- Muradxanlı Muradxanlı
- Coordinates: 39°27′16″N 46°37′35″E﻿ / ﻿39.45444°N 46.62639°E
- Country: Azerbaijan
- District: Qubadli

Population (2015)
- • Total: 119
- Time zone: UTC+4 (AZT)

= Muradxanlı, Qubadli =

Muradxanlı (Muradkhanly) is a village in the Qubadli District of Azerbaijan.

== History ==
The village was located in the Armenian-occupied territories surrounding Nagorno-Karabakh, coming under the control of ethnic Armenian forces during the First Nagorno-Karabakh War in the early 1990s. The village subsequently became part of the breakaway Republic of Artsakh as part of its Kashatagh Province, referred to as Hakari (Հակարի). It was recaptured by the Azerbaijani Army on 2 November 2020 during the Lachin offensive.

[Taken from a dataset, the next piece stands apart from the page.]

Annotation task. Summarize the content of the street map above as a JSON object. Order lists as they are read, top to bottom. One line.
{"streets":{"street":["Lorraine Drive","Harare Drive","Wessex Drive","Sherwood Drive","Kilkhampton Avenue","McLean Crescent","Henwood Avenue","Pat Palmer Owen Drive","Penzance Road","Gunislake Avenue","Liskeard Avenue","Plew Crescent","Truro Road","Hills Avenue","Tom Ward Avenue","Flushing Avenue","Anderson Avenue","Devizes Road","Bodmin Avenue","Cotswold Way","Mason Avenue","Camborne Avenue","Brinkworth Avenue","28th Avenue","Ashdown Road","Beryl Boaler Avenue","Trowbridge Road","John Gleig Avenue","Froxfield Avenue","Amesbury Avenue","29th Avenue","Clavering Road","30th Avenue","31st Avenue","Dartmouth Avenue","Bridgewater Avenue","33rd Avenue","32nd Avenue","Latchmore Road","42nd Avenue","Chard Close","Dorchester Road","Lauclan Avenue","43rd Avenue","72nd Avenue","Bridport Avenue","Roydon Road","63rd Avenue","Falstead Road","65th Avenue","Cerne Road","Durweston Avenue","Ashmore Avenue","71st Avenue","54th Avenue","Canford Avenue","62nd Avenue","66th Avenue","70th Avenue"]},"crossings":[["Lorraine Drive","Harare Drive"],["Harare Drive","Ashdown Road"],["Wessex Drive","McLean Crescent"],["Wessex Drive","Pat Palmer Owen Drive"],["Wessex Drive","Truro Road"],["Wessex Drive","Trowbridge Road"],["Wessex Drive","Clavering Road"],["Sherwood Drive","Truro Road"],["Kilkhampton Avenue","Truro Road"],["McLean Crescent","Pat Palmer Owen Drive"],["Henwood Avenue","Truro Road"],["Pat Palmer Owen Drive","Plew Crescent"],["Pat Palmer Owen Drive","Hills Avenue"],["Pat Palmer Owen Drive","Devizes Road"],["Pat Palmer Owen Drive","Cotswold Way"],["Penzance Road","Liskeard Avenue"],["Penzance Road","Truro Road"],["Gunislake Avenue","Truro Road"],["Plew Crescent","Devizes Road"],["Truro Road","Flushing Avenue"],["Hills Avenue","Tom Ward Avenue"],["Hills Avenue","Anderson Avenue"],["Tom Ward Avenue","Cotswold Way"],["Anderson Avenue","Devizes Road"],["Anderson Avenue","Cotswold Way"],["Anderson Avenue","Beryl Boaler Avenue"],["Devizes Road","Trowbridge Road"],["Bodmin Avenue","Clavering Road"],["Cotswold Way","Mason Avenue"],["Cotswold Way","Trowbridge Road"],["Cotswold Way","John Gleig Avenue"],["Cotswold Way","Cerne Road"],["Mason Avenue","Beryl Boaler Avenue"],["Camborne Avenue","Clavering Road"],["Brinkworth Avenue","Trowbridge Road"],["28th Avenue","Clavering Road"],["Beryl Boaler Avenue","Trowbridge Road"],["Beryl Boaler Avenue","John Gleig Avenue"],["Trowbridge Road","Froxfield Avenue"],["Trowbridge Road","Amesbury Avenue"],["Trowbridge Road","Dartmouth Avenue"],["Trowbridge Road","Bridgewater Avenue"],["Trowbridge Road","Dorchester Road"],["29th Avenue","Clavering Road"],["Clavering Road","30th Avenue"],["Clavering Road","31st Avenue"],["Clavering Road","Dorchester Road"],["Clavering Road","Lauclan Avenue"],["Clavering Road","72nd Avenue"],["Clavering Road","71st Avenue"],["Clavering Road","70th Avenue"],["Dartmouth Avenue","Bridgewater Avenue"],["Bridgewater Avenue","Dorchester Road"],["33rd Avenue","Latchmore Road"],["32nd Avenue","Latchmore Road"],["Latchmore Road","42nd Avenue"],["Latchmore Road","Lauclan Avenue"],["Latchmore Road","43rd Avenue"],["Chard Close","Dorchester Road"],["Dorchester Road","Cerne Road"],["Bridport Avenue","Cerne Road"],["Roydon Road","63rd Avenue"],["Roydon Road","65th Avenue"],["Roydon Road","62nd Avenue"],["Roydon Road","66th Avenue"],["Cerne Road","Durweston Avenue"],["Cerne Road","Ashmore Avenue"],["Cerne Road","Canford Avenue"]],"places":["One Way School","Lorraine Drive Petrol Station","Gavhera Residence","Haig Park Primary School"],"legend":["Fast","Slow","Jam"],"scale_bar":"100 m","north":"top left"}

== Historical heritage sites ==
Historical heritage sites in and around the village include the fortress of Karnakash (Կառնակաշ, also Ghalali), two reservoirs, and a defensive wall from between the 11th and 14th centuries, as well as the 14th-century khachkar of Hakari (Հակարի).

== Demographics ==
The village had 126 inhabitants in 2005, and 119 inhabitants in 2015.